Sampling involves the incorporation of one or more sound recordings into one’s own new recordings. It can create hits such as Bootylicious (using Stevie Nicks Edge of Seventeen), or Tears Dry On Their Own (using Ain’t No Mountain High Enough). Without prior permission, however, sampling can constitute a copyright infringement. This includes the original sound recording and the performances within it, as well as in the underlying music and lyrics.
Some argue that there may also be an infringement of moral rights. Civil law has traditionally been much more concerned with the natural rights of authors in their creations than common law systems. Yet one cannot help but sympathise when, for example, Queen and David Bowie’s creative integrity took a beating with Vanilla Ice’s Ice Ice Baby sampling Under Pressure. Yes, it’s a guilty pleasure. And yes, the current copyright mechanism arguably rectified any creative wrong when they later received royalties. However the market does not always reward the person who expended the effort and exercised their skill and judgment in the work.

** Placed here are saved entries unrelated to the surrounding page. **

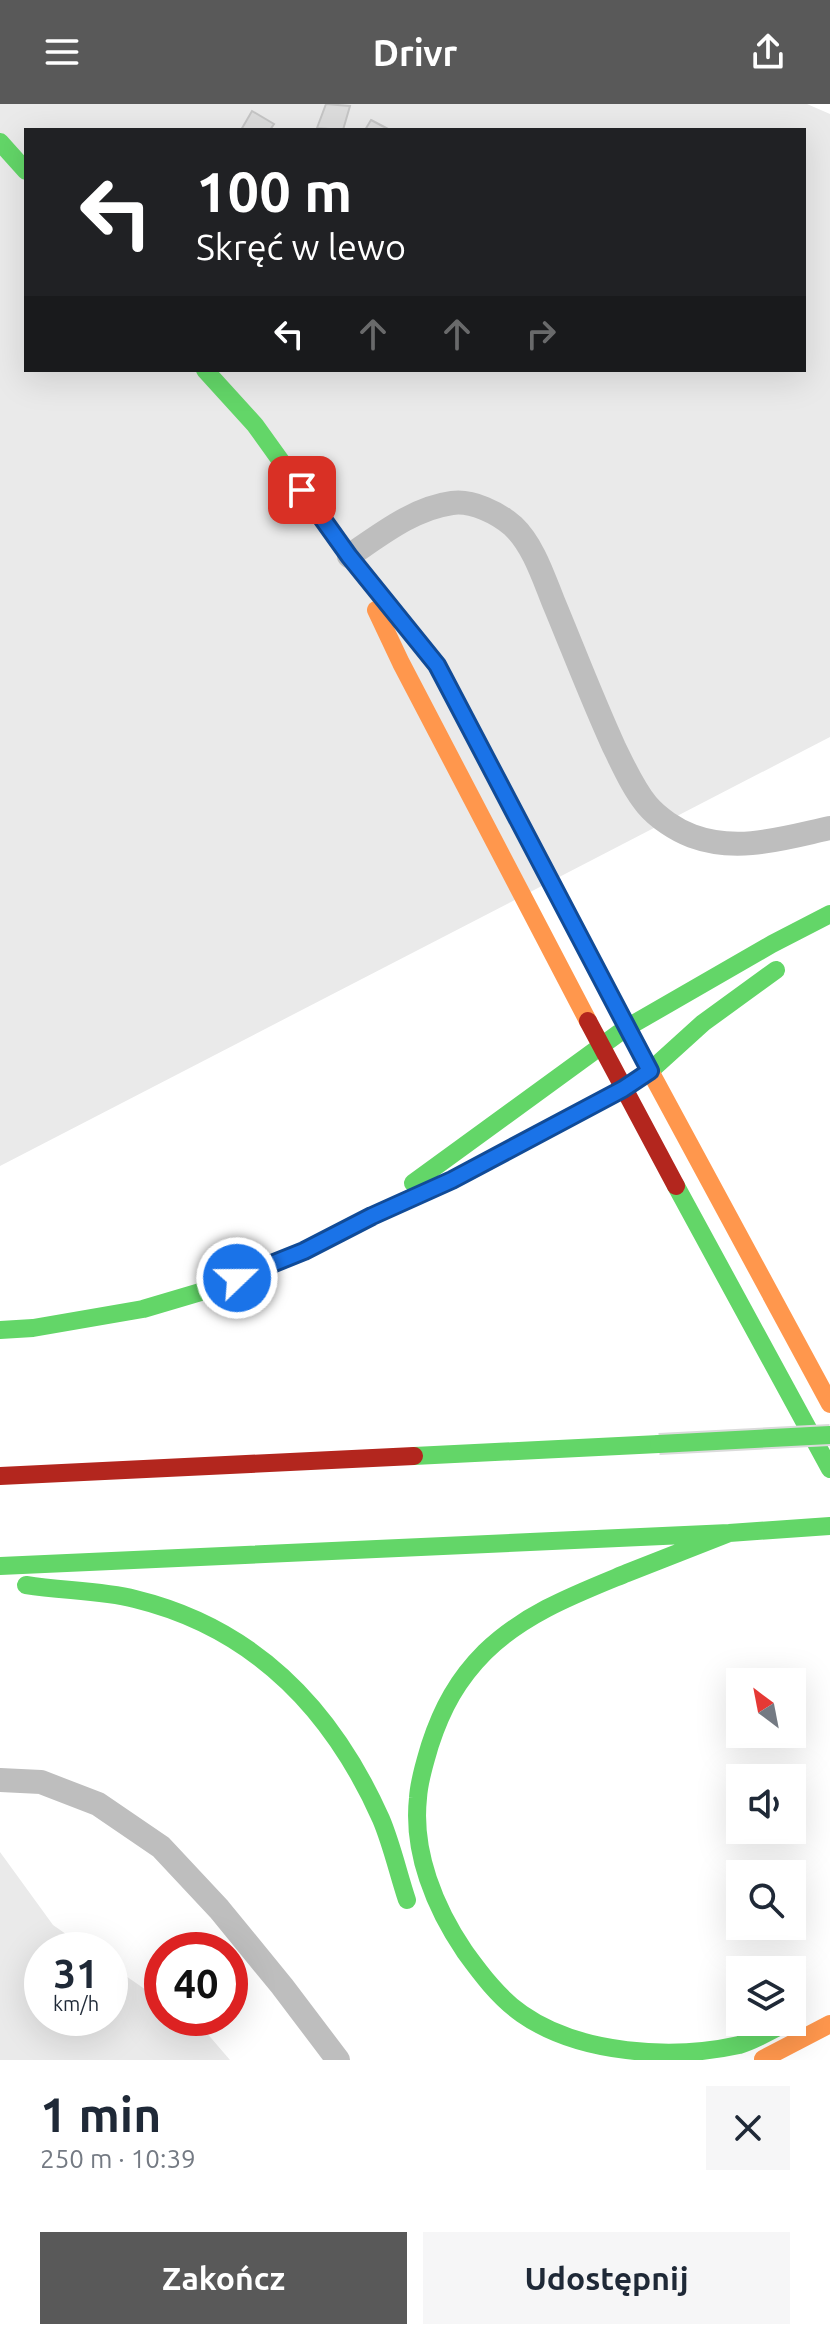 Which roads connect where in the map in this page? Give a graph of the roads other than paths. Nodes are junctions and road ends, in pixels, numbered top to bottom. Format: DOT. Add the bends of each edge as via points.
graph roads {
  1 [pos="0,142"];
  2 [pos="24,169"];
  3 [pos="207,372"];
  4 [pos="349,556"];
  5 [pos="830,828"];
  6 [pos="830,914"];
  7 [pos="787,962"];
  8 [pos="628,1027"];
  9 [pos="601,1045"];
  10 [pos="650,1071"];
  11 [pos="623,1089"];
  12 [pos="372,1216"];
  13 [pos="0,1330"];
  14 [pos="830,1404"];
  15 [pos="830,1435"];
  16 [pos="830,1469"];
  17 [pos="0,1476"];
  18 [pos="830,1526"];
  19 [pos="729,1533"];
  20 [pos="0,1566"];
  21 [pos="0,1582"];
  22 [pos="0,1780"];
  23 [pos="415,1920"];
  24 [pos="830,2024"];
  25 [pos="757,2036"];
  26 [pos="338,2060"];
  27 [pos="761,2060"];
  1 -- 2 [label="main road"];
  3 -- 4 [label="main road" via="255,425"];
  4 -- 5 [label="street" via="423,511 454,502 485,508 514,527 534,556 607,731 648,807 692,836 721,843 755,844"];
  4 -- 8 [label="main road" via="437,665"];
  4 -- 9 [label="main road"];
  6 -- 8 [label="main road"];
  7 -- 10 [label="main road" via="703,1023"];
  8 -- 9 [label="main road"];
  8 -- 10 [label="main road"];
  9 -- 11 [label="main road"];
  9 -- 12 [label="main road"];
  10 -- 11 [label="main road"];
  10 -- 14 [label="main road"];
  11 -- 12 [label="main road"];
  11 -- 16 [label="main road"];
  12 -- 13 [label="main road" via="214,1288 143,1309"];
  15 -- 17 [label="main road, bridge"];
  18 -- 19 [label="main road"];
  19 -- 20 [label="main road"];
  19 -- 25 [label="main road" via="530,1615 495,1642 457,1684 437,1723 417,1806 430,1885 447,1925 492,1989 524,2016 563,2036 613,2052 652,2057 707,2053"];
  21 -- 23 [label="main road" via="134,1598 197,1619 245,1646 292,1682 356,1766 382,1822"];
  22 -- 26 [label="street" via="41,1782 98,1804 161,1847 219,1909"];
  24 -- 27 [label="main road"];
}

The 1983 hit Every Breath You Take by The Police spent eight weeks at number one on the Billboard Hot 100. It is even said to earn Sting over £1,000 in royalties every day. He took full credit for the songwriting, though, leaving drummer Stewart Copeland and guitarist Andy Summers copyright-less. They were not going to be alone in the ‘bitter and regretful’ club for long either; in 1997 Puff Daddy (aka P Diddy, aka Diddy, aka Sean John Combs) released I’ll Be Missing You as a tribute to The Notorious B.I.G. The Grammy award-winning song used an interpolation of the chorus of Every Breath You Take sung by Faith Evans. An interpolation is a re-recording of a melody, often with different lyrics, rather than a direct sample. With sales of over eight million, the rap ballad is one of the best-selling singles of all time.
Unfortunately it seems to be intellectual property lawyers that Diddy was missing. Bad Boy Records had failed to obtain Sting’s permission to sample the song beforehand. Sting was therefore able to claim 100% of the remix’s publishing royalties, and either he or his estate will be able to do so until 2053 under British copyright law. Given that the guitar riff plays a central role in the hip hop version, it is understandable that Andy Summers has described the song as “the major rip-off of all time”. Even when artists are economically rewarded, they may feel that they deserve non-financial credit and praise for their work.
On comedian Chris Rock’s suggestion, producer Rick Rubin sampled six songs to create Jay Z’s hit 99 Problems. One of these was Ice-T’s track of the same name which contained the infamous hook, “If you’re having girl problems I feel bad for you son, I got 99 problems but a b***h ain’t one!” Ice-T and his producer were credited with writing the song and rightfully earned royalties on Jay Z’s version. Yet Ice-T has revealed his disappointment in noting that:
“Jay Z went through all the correct procedures. He didn’t steal the record. He paid publishing. But you never heard him say, ‘It’s Ice-T’s record.’… Why Jay Z never said, ‘This is Ice-T’s song,’ and showed me some love, I don’t know … I would have handled the situation differently. If I use your music, I want to let people know … That’s just what you should do.”
In seeking to balance copyright protection with the promotion of creativity, innovation and the public dissemination of works, it should be noted that many artists are flattered when they feature on a peer’s track. For example, Ellie Goulding tweeted, “Honestly been trying to play it cool but Drake and Jay Z sampled [the hook from Don’t Say a Word] on Pound Cake”.
Creative Commons (CC) is a non-profit US organisation which aims to increase the creative works available to be built upon and legally shared. CC licences allow creators to communicate which rights they wish to reserve and which rights they are happy to waive for the benefit of the public and other artists. This instead offers greater autonomy to individuals and avoids establishing a blanket rule. They also avoid what Stanford Law Professor Lawrence Lessig sees as “a culture in which creators get to create only with the permission of the powerful, or of creators from the past.” Indeed, the U.S. Court of Appeals for the Sixth Circuit’s strictly affirmed a copyright owner’s exclusive rights in holding that a two-second guitar chord which had its pitch lowered and was looped five times in N.W.A’s 100 Miles and Runnin infringed copyright.
Other commentators have suggested reform which would allow certain reuses without permission where derivatives are highly transformative and do not impact upon the primary market of the copyright owner. Although most artists now obtain authorisation prior to sampling through ‘clearing’, these alternatives would prevent new artists who lack the resources to pay an up-front fee from being severely restricted in their ability to create, sample and build upon existing sound recordings.